HOW TO COMPLETE THIS TASK
Using only the entries below, output the lines starting at the one containing "middle pip: (62, 135)" and ending at the one containing "thumb tip: (238, 287)", exactly and inclusive of both, omitting the pictures.

PROVIDED RECORDS

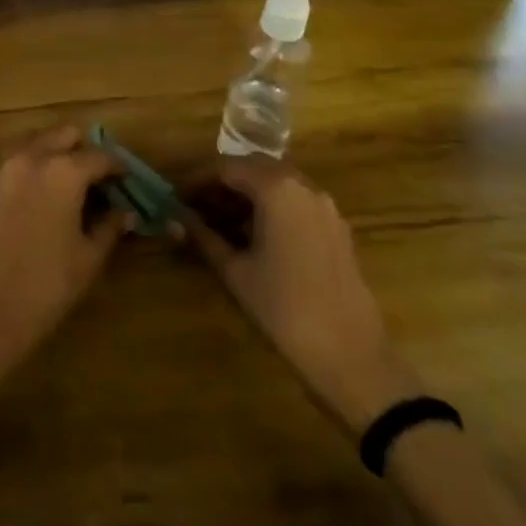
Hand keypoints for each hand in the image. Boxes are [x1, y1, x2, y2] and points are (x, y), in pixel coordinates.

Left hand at [0, 127, 130, 398]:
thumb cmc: (44, 288)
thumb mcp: (87, 260)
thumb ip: (109, 228)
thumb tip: (126, 213)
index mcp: (63, 172)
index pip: (99, 156)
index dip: (117, 166)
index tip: (125, 179)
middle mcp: (29, 159)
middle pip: (62, 135)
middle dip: (82, 149)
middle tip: (93, 176)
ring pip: (30, 145)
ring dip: (50, 155)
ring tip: (61, 184)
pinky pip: (6, 170)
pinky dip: (23, 176)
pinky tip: (28, 204)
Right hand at [183, 156, 418, 432]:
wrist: (351, 357)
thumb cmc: (284, 309)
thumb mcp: (235, 271)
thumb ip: (203, 237)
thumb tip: (174, 219)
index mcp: (277, 189)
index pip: (227, 168)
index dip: (198, 180)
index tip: (176, 197)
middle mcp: (304, 186)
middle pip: (254, 169)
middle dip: (222, 183)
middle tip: (195, 206)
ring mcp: (325, 206)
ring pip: (277, 184)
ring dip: (247, 195)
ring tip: (218, 222)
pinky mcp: (336, 228)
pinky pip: (296, 202)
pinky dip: (271, 208)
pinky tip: (253, 236)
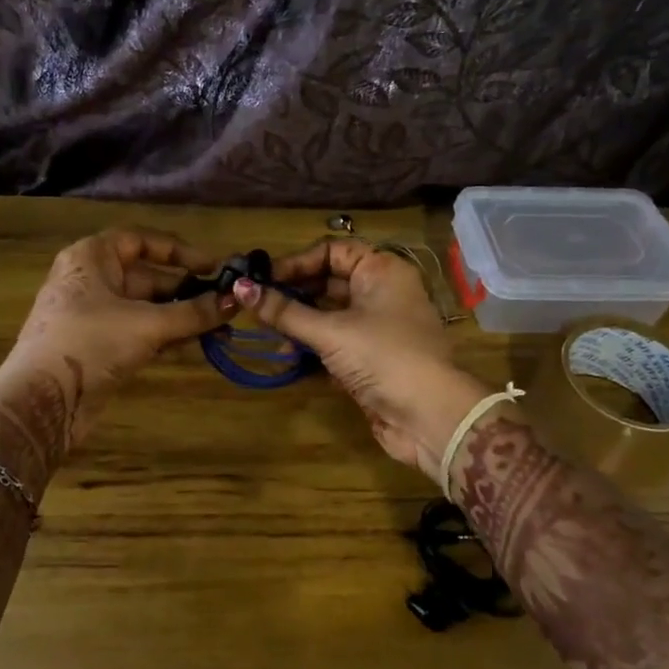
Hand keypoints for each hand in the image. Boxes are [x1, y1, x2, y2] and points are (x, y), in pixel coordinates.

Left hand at [0, 229, 232, 497]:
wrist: (43, 401)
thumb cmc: (90, 344)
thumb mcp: (147, 324)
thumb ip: (193, 312)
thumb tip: (235, 301)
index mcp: (92, 258)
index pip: (140, 240)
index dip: (178, 251)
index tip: (213, 266)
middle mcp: (92, 281)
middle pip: (148, 276)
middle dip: (187, 291)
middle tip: (226, 304)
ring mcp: (95, 316)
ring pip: (147, 308)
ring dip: (182, 317)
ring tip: (222, 328)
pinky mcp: (100, 347)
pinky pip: (140, 332)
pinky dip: (166, 335)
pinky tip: (197, 343)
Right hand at [234, 239, 489, 483]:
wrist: (429, 416)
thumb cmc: (382, 357)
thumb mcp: (329, 331)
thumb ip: (284, 311)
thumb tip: (238, 287)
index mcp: (381, 271)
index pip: (332, 252)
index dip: (296, 263)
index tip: (262, 280)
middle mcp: (382, 293)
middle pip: (329, 283)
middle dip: (293, 296)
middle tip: (256, 308)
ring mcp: (378, 328)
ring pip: (330, 316)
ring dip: (299, 325)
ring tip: (269, 337)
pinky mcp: (372, 359)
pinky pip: (336, 344)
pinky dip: (313, 348)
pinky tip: (289, 359)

SOLUTION TO THE EXERCISE
middle pip: (62, 135)
middle dip: (82, 149)
middle tip: (93, 176)
ring pip: (30, 145)
ring dip: (50, 155)
ring tip: (61, 184)
pinky pip: (6, 170)
pinky dip: (23, 176)
pinky tip: (28, 204)
Right hand at [183, 156, 418, 432]:
wrist: (351, 357)
thumb cmc: (284, 309)
thumb mcp: (235, 271)
thumb ip: (203, 237)
thumb tip: (174, 219)
index mcp: (277, 189)
index pip: (227, 168)
index dip: (198, 180)
index tip: (176, 197)
middle mcp: (304, 186)
middle pip: (254, 169)
middle dip: (222, 183)
middle tip: (195, 206)
ring mcp: (325, 206)
ring pip: (277, 184)
ring dip: (247, 195)
ring tip: (218, 222)
pinky mcp: (336, 228)
pinky pip: (296, 202)
pinky dip: (271, 208)
pinky tip: (253, 236)
Hand keypoints for each hand in the image. Boxes are [x1, y1, x2, y2] and points are (x, y), in pixel coordinates.

Left hand at [0, 229, 232, 497]:
wrist: (43, 401)
thumb cmc: (90, 344)
thumb mcp: (147, 324)
thumb ip: (193, 312)
thumb tip: (235, 301)
index mcp: (92, 258)
index pip: (140, 240)
index dip: (178, 251)
index tip: (213, 266)
middle mcp: (92, 281)
middle pip: (148, 276)
middle dip: (187, 291)
middle tip: (226, 304)
ring mcp: (95, 316)
ring pip: (147, 308)
ring dip: (182, 317)
ring tip: (222, 328)
pinky mcp: (100, 347)
pinky pip: (140, 332)
pinky dip: (166, 335)
pinky tip: (197, 343)
Right hand at [234, 239, 489, 483]:
wrist: (429, 416)
thumb cmc: (382, 357)
thumb mcp: (329, 331)
thumb ip: (284, 311)
thumb tip: (238, 287)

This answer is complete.